:: Input data ::
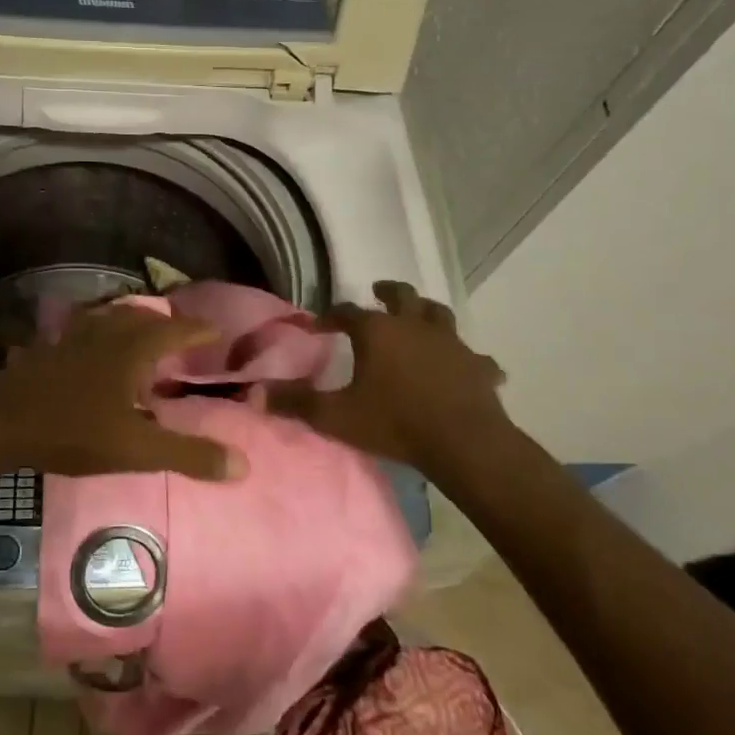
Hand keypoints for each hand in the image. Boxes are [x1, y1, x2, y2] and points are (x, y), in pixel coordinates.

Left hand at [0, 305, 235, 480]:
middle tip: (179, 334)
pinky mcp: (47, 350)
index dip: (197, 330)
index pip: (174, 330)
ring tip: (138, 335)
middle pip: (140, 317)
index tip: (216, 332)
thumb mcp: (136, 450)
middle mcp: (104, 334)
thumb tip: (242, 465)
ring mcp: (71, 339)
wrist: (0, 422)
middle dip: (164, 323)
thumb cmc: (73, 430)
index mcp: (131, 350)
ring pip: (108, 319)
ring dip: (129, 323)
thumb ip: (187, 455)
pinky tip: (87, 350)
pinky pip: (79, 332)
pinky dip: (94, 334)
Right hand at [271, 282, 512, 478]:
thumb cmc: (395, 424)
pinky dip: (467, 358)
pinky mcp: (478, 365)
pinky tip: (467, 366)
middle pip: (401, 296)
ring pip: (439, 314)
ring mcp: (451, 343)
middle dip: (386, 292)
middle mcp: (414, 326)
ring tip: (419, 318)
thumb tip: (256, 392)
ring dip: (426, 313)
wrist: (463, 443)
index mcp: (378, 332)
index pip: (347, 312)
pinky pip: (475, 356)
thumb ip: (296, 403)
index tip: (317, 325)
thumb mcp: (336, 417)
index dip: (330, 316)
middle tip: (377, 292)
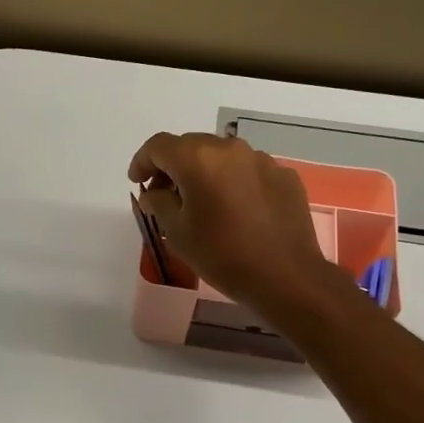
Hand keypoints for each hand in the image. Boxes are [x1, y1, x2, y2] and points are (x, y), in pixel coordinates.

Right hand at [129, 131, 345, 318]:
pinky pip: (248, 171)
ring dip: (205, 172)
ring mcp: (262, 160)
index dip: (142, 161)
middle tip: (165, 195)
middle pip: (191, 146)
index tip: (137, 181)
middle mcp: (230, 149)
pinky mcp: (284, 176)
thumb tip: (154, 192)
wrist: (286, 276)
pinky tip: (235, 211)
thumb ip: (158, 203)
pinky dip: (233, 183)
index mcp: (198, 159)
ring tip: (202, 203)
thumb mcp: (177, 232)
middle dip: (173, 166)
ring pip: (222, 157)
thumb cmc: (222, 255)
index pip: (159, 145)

* * *

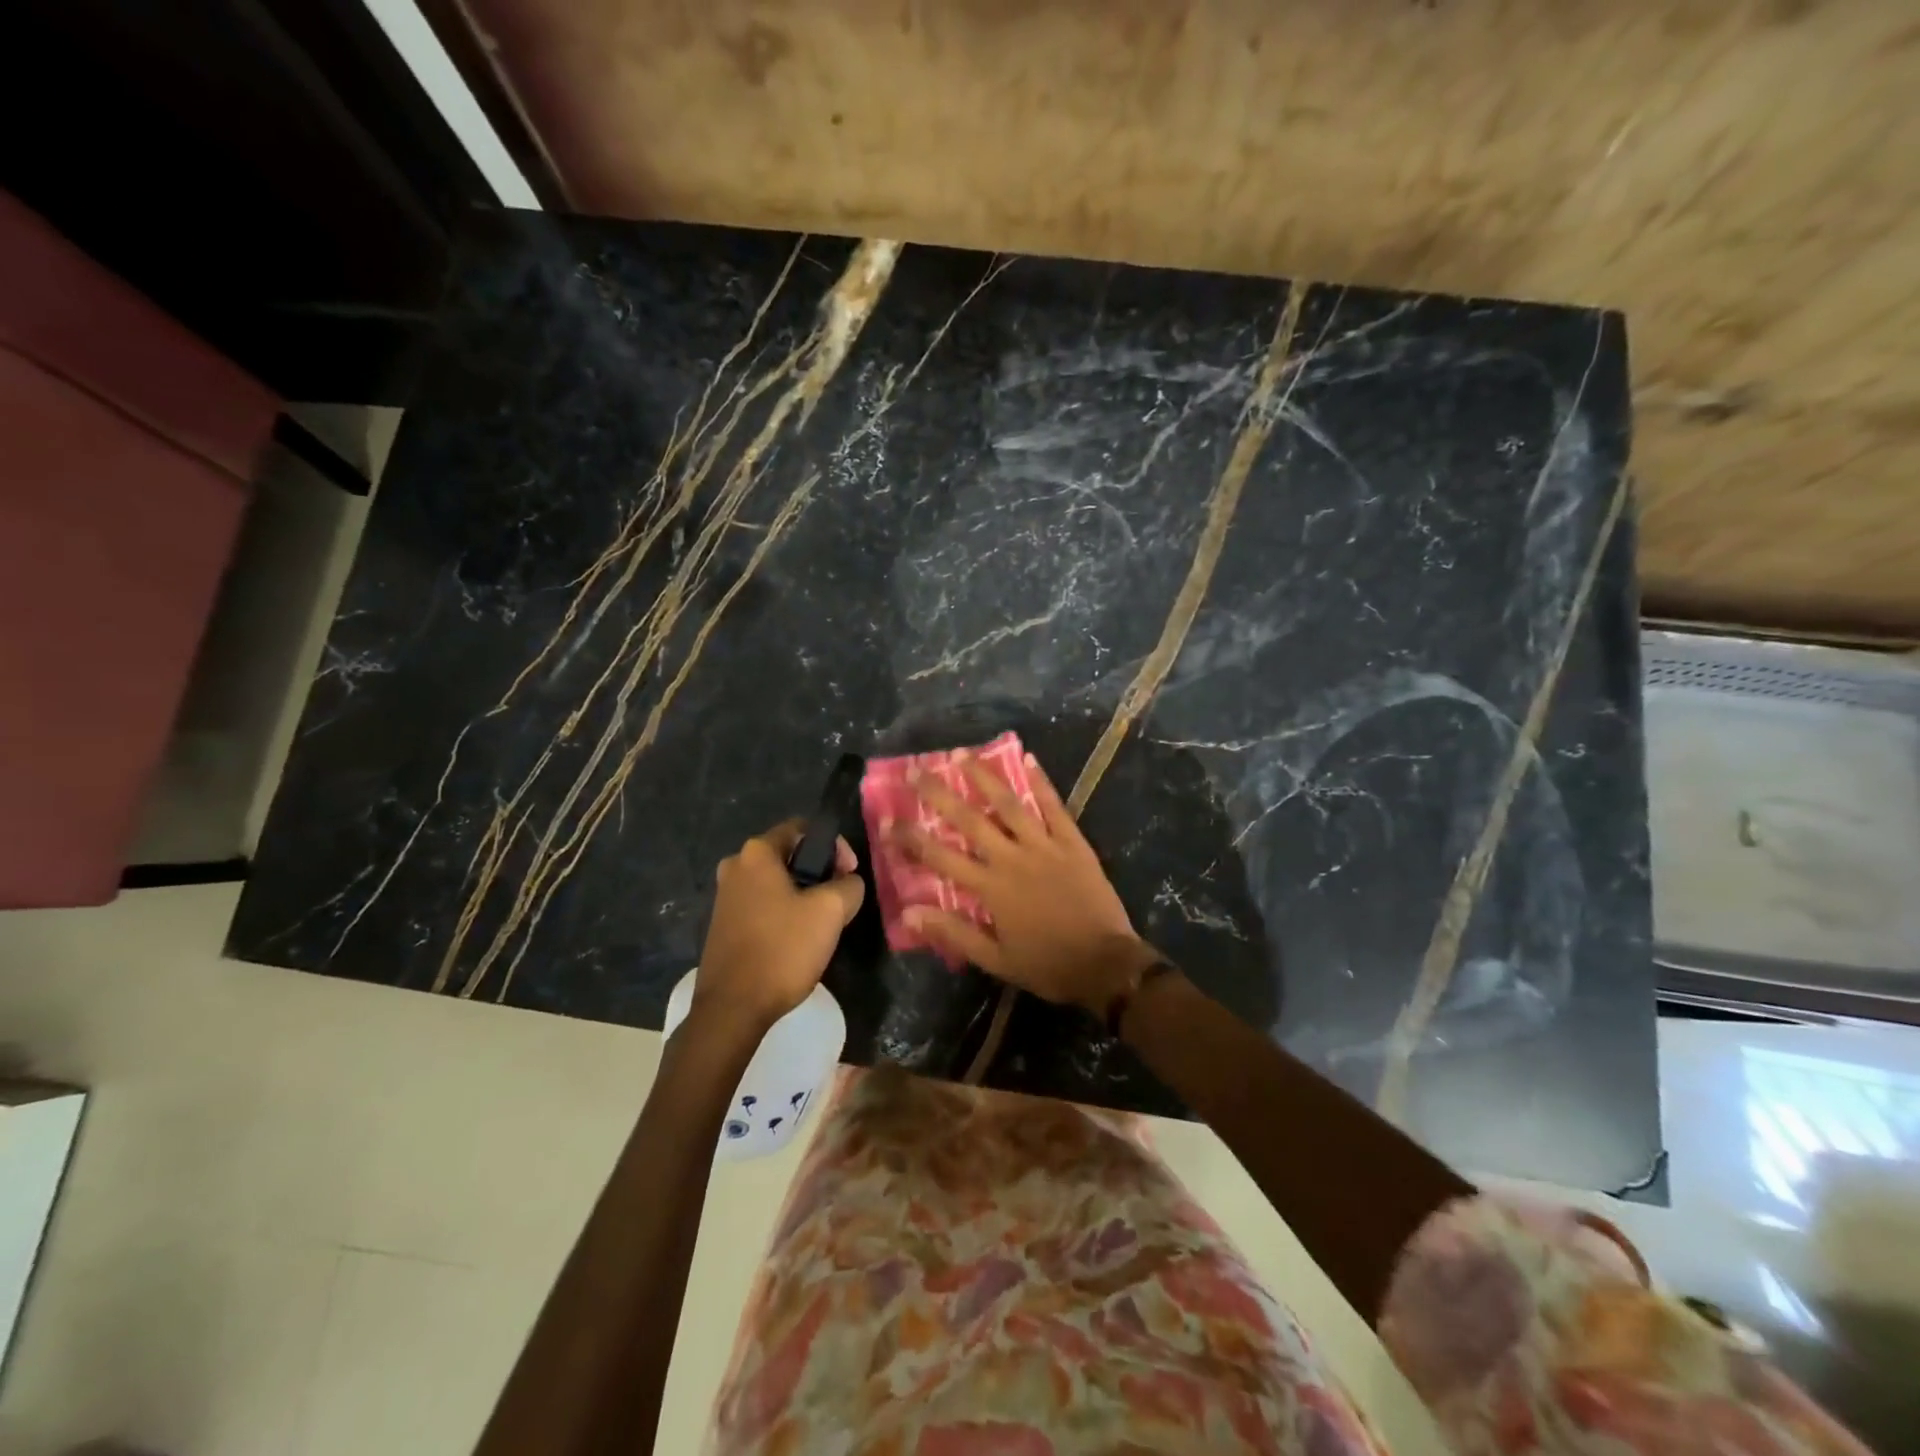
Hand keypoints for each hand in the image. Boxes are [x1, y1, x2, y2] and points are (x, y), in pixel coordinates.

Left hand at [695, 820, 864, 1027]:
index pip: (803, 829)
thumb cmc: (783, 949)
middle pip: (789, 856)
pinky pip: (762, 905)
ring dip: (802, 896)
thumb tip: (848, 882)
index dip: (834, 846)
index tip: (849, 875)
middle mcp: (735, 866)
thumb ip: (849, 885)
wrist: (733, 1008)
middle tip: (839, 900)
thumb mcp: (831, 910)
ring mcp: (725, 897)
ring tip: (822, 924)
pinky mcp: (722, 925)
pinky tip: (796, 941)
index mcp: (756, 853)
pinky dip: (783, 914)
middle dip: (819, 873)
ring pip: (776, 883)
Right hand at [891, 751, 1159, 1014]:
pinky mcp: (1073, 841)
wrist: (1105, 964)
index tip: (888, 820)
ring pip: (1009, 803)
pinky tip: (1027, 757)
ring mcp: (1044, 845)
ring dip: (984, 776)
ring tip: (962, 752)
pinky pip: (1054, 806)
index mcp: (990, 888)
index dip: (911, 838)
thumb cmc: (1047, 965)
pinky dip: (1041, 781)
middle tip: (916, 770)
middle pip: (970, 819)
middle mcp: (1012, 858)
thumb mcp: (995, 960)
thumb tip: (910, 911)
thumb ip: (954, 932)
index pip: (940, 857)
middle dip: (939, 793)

:: Work task ::
Write out only the lines that run from the line containing "index mcp: (131, 350)" through the line containing "middle dip: (386, 292)", both included, exactly as they appear above.

:: Solution to this problem ::
index mcp: (131, 350)
ring pip: (108, 319)
ring dip: (129, 323)
thumb ip: (187, 455)
pinky tip: (87, 350)
pinky pip: (79, 332)
pinky dip: (94, 334)
Right hand at [271, 282, 512, 478]:
thumb cmc: (395, 424)
pinky dip: (467, 358)
pinky mcp: (478, 365)
pinky tip: (467, 366)
middle pip: (401, 296)
ring pip: (439, 314)
ring mcp: (451, 343)
middle dip: (386, 292)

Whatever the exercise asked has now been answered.